By Don Snyder, ,
Published December 11, 2015
More than half of Polish youth visit anti-Semitic websites that glorify Hitler and the Nazi era, according to a new poll that has renewed debate about laws governing hate speech and stoked the concerns of Poland’s dwindling Jewish population.
The data, gathered by the Warsaw University Center for Research on Prejudice, was presented to the Polish parliament on Nov. 5. Some participants in the poll embraced such blatantly anti-Semitic statements as “Jews must realize that they themselves made the Poles hate them because of their treason and crimes.”
Twenty-one percent of the youth polled and 19 percent of adults said such hate speech should not be banned, while 14 percent of all those polled said racist language was common in Poland.
The Center’s director Michal Bilewicz, a co-author of the report and assistant professor at Warsaw University, said there were 653 respondents to the poll aged 16 to 18 as well as 1,007 adults.
“What is most important for me is that so many young people accept hate speech,” Bilewicz told FoxNews.com in a telephone interview. “In fact, more than adults. And the young are the future of Poland.”
Other experts on racism in Poland concur with Bilewicz’s findings.
“Contrary to what might be expected, it is the young who often display anti-democratic and xenophobic attitudes on a mass scale today,” said Rafal Pankowsi, professor of political science at Collegium Civitas, a private college in Warsaw.
But Sigmund Rolat, 85, a Holocaust survivor and major benefactor of Warsaw’s newly-opened Museum of the History of Polish Jews, said Jews are safer and more accepted in Poland than in Western Europe.
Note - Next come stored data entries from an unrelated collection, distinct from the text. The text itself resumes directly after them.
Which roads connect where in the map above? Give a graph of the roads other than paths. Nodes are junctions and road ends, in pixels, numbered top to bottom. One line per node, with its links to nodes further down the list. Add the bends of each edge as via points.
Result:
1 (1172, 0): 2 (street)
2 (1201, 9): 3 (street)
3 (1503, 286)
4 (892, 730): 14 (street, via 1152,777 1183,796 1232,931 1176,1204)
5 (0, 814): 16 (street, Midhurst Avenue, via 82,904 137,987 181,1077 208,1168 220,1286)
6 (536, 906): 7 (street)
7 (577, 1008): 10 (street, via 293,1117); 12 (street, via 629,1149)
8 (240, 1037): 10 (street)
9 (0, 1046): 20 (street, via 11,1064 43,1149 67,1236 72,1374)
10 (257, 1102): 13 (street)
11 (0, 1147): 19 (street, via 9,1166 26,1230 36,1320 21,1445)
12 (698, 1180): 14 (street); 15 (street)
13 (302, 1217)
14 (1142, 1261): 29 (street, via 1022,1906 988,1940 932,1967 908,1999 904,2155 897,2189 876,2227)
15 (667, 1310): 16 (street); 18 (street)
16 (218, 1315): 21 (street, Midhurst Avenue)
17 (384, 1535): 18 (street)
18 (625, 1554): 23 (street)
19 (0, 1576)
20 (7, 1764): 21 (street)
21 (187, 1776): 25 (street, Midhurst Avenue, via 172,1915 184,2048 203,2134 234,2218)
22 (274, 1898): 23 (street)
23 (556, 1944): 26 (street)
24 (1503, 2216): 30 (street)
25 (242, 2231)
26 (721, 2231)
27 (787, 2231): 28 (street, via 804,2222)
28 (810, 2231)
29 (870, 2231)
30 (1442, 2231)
He said the study gave too much emphasis to a minority of bigots.
“I am dismissing this study because it is overemphasizing the danger from crackpots,” Rolat said.
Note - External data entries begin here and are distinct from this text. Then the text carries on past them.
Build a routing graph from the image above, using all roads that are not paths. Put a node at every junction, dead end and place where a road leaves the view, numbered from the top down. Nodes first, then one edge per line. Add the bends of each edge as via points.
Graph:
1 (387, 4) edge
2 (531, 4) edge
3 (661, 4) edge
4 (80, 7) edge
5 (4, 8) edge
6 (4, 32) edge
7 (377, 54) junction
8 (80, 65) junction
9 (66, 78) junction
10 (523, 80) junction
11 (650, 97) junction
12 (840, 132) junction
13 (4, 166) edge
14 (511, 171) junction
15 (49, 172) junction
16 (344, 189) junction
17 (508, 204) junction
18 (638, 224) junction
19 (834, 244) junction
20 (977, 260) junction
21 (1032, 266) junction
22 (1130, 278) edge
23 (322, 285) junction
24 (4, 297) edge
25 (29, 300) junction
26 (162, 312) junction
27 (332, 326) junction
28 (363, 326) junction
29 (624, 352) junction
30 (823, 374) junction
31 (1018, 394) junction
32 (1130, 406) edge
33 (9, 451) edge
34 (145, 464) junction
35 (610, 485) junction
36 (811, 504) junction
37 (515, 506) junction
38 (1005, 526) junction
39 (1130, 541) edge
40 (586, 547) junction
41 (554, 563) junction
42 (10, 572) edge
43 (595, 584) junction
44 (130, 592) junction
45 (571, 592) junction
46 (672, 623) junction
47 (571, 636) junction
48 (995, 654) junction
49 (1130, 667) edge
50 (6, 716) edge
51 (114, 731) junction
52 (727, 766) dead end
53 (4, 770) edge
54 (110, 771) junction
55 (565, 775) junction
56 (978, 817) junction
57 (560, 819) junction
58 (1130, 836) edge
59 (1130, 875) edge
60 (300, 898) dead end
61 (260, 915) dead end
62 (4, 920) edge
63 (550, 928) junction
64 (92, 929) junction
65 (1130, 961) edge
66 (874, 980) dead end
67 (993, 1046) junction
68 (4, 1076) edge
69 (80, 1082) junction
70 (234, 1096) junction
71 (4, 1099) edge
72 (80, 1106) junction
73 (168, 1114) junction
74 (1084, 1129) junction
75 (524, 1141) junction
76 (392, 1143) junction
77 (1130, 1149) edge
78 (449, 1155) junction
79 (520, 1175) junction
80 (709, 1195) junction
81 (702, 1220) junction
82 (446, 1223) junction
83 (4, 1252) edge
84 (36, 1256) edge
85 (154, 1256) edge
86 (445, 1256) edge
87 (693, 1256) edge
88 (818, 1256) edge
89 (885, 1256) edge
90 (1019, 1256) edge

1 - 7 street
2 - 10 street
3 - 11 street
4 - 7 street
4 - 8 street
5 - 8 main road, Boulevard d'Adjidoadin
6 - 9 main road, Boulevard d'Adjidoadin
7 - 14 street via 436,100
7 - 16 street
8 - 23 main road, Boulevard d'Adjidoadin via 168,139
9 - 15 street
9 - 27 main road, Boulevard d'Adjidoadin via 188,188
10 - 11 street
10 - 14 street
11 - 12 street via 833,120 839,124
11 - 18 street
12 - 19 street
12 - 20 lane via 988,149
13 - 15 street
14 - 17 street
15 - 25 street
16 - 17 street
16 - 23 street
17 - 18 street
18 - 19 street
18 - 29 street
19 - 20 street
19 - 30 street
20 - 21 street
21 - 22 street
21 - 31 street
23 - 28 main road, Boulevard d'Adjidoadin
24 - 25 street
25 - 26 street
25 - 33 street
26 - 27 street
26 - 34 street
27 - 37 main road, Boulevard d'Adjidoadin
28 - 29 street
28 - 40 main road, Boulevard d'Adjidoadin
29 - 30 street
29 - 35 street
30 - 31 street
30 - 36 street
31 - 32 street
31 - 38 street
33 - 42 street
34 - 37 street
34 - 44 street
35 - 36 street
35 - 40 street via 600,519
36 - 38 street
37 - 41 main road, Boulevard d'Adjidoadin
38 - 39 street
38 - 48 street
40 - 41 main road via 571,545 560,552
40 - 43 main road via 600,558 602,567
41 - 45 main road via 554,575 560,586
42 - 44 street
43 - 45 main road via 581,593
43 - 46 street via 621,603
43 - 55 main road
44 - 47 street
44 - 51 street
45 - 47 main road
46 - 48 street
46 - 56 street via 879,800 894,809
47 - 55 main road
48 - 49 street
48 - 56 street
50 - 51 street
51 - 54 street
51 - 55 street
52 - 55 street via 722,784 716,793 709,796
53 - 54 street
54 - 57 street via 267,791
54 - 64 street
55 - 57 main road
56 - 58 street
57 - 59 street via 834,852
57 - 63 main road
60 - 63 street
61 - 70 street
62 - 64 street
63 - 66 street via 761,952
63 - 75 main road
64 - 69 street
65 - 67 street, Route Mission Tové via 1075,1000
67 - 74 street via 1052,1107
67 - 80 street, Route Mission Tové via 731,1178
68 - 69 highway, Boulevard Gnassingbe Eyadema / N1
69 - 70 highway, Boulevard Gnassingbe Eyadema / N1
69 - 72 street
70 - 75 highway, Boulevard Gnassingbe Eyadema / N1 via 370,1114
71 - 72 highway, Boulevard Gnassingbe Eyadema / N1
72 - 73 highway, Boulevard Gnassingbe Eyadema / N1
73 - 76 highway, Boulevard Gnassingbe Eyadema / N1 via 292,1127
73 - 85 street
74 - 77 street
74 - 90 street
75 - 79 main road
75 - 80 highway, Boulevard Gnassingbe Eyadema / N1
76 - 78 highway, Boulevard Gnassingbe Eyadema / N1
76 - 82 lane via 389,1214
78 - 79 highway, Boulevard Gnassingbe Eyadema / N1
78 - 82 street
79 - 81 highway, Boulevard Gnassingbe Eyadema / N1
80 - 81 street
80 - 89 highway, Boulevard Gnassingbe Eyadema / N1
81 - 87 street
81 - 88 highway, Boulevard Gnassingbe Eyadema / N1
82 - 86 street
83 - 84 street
According to Bilewicz, the failure of Polish courts to enforce laws banning expressions of hate compounds the problem.
“Judges must maintain the fine balance between protecting free speech and banning rhetoric designed to incite hate,” he said.
The poll reinforces the findings of recent studies that show an anti-Semitic tilt among Polish youth. Forty-four percent of Warsaw high school students don’t want a Jewish neighbor, according to a poll of 1,250 students that was released in April of this year, also conducted by the Center for Research on Prejudice.
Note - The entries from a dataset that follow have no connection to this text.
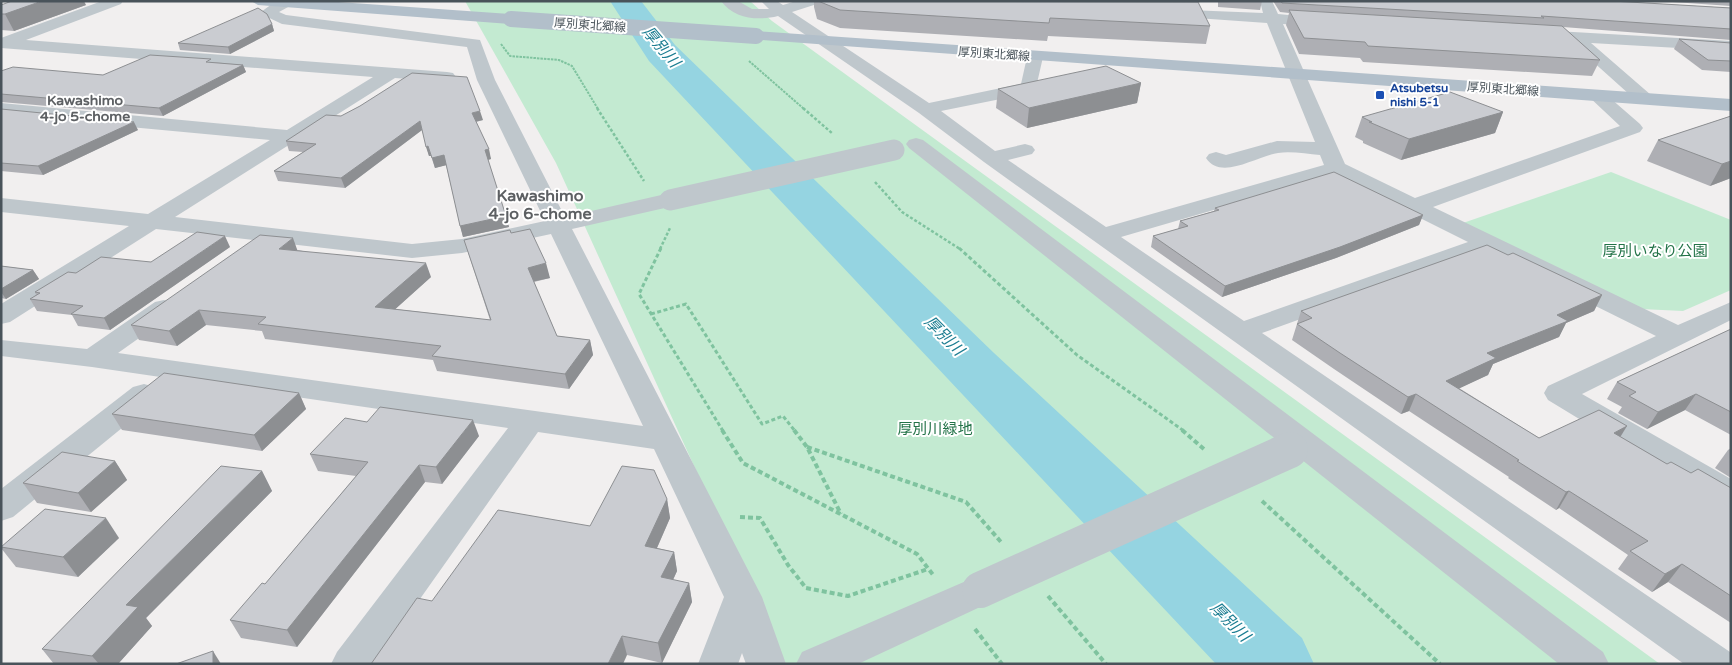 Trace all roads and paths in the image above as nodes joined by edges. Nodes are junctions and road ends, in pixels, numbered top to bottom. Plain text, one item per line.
1 (116, 1) edge
2 (258, 1) edge
3 (728, 1) edge
4 (812, 1) edge
5 (1265, 1) edge
6 (287, 2) edge
7 (774, 6) edge
8 (1156, 12) edge
9 (1272, 19) junction
10 (1336, 23) edge
11 (1526, 34) edge
12 (1575, 37) junction
13 (826, 41) junction
14 (500, 42) dead end
15 (2, 43) edge
16 (1731, 46) edge
17 (1035, 57) junction
18 (745, 58) dead end
19 (391, 74) junction
20 (1294, 74) junction
21 (486, 80) junction
22 (1596, 95) junction
23 (1646, 99) junction
24 (1731, 105) edge
25 (1, 109) edge
26 (926, 110) junction
27 (956, 133) junction
28 (292, 136) junction
29 (835, 136) dead end
30 (905, 147) junction
31 (1025, 150) dead end
32 (991, 158) junction
33 (1216, 158) dead end
34 (1331, 158) junction
35 (871, 177) dead end
36 (665, 201) junction
37 (1, 205) edge
38 (1414, 206) junction
39 (153, 223) junction
40 (558, 226) junction
41 (267, 235) junction
42 (1103, 236) junction
43 (1489, 243) junction
44 (235, 257) edge
45 (180, 296) edge
46 (1731, 310) edge
47 (651, 314) junction
48 (1, 316) edge
49 (1241, 332) junction
50 (1676, 335) junction
51 (1, 348) edge
52 (92, 358) junction
53 (173, 371) junction
54 (530, 421) junction
55 (663, 440) junction
56 (807, 447) junction
57 (1296, 447) junction
58 (1210, 455) dead end
59 (1255, 494) dead end
60 (1731, 495) edge
61 (1, 508) edge
62 (842, 515) junction
63 (704, 520) junction
64 (1004, 546) dead end
65 (928, 569) junction
66 (1042, 590) dead end
67 (967, 596) junction
68 (743, 597) junction
69 (351, 664) edge
70 (718, 664) edge
71 (766, 664) edge
72 (816, 664) edge
73 (1002, 664) edge
74 (1106, 664) edge
75 (1440, 664) edge
76 (1589, 664) edge
77 (1716, 664) edge

1 - 15 street
2 - 6 main road, 厚別東北郷線
3 - 7 street
4 - 7 street
5 - 9 street
6 - 13 main road, 厚別東北郷線, bridge
6 - 21 street
7 - 13 street
8 - 9 street
9 - 10 street
9 - 20 street
11 - 12 street
12 - 16 street
12 - 23 street
13 - 17 main road, 厚別東北郷線
13 - 26 street
14 - 36 path
15 - 19 street
17 - 20 main road, 厚別東北郷線
17 - 26 street
18 - 29 path
19 - 21 street
19 - 28 street
20 - 22 main road, 厚別東北郷線
20 - 34 street
21 - 40 street
22 - 23 main road, 厚別東北郷線
22 - 38 street
23 - 24 main road, 厚別東北郷線
25 - 28 street
26 - 27 street
27 - 30 street
27 - 32 street
28 - 39 street
30 - 36 street, bridge
30 - 57 street
31 - 32 street
32 - 42 street
33 - 34 street
34 - 38 street
34 - 42 street
35 - 58 path
36 - 40 street
36 - 47 path
37 - 39 street
38 - 43 street
39 - 41 street
39 - 48 street
40 - 41 street
40 - 55 street
41 - 44 street
42 - 49 street
43 - 49 street
43 - 50 street
45 - 52 street
46 - 50 street
47 - 56 path
47 - 62 path
49 - 77 street
50 - 60 street
51 - 52 street
52 - 53 street
53 - 54 street
53 - 61 street
54 - 55 street
54 - 69 street
55 - 63 street
56 - 62 path
56 - 64 path
57 - 67 street, bridge
57 - 76 street
59 - 75 path
62 - 65 path
63 - 65 path
63 - 68 street
65 - 67 path
66 - 74 path
67 - 72 street
67 - 73 path
68 - 70 street
68 - 71 street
Piotr Kadicik, president of the Union of Jewish Communities in Poland, found the poll results troubling. The Jewish Telegraph Agency reports him as saying that the prevalence of anti-Semitic attitudes is particularly surprising as there are hardly any Jews in Poland.
Before the Holocaust, there were 3.3 million Jews in Poland. Today, there are an estimated 10 to 20 thousand. Some are affiliated with synagogues, while others have only loose connections. This tiny number of Jews in a country with a population of 38.5 million means that most Poles have never met a Jew.
Professor Dariusz Stola, director of the Museum of the History of Polish Jews, told FoxNews.com in a telephone interview that roughly 25 percent of Poles are anti-Semitic. Stola, 40, a professor on several university faculties, has authored six books and co-edited four, as well as publishing more than 100 scholarly articles on the political and social history of Poland in the 20th century, the Holocaust, international migrations and the communist regime.
Stola said that Polish prejudice is classical anti-Semitism rooted in the belief that the Jews killed Jesus Christ. The Roman Catholic Church has repudiated this view following the Second Vatican Council (1962-65). Stola pointed out that unlike Western European countries such as Germany, France, and Great Britain, Poland does not have young, frustrated Muslim immigrants who fuel the new anti-Semitism found in anti-Israel rhetoric.
“The past matters,” said Stola, who places much hope in the museum with its focus on the Jewish thousand-year presence in Poland. “It’s a way to connect Poland to its multi-ethnic past, especially its Jewish past.”
Stola pointed out that for many years Poland had the greatest concentration of Jews in the world.
“You cannot understand the history of Polish Jews without studying the history of Poland,” he said. “And you cannot understand the history of Poland without studying the history of Polish Jews.”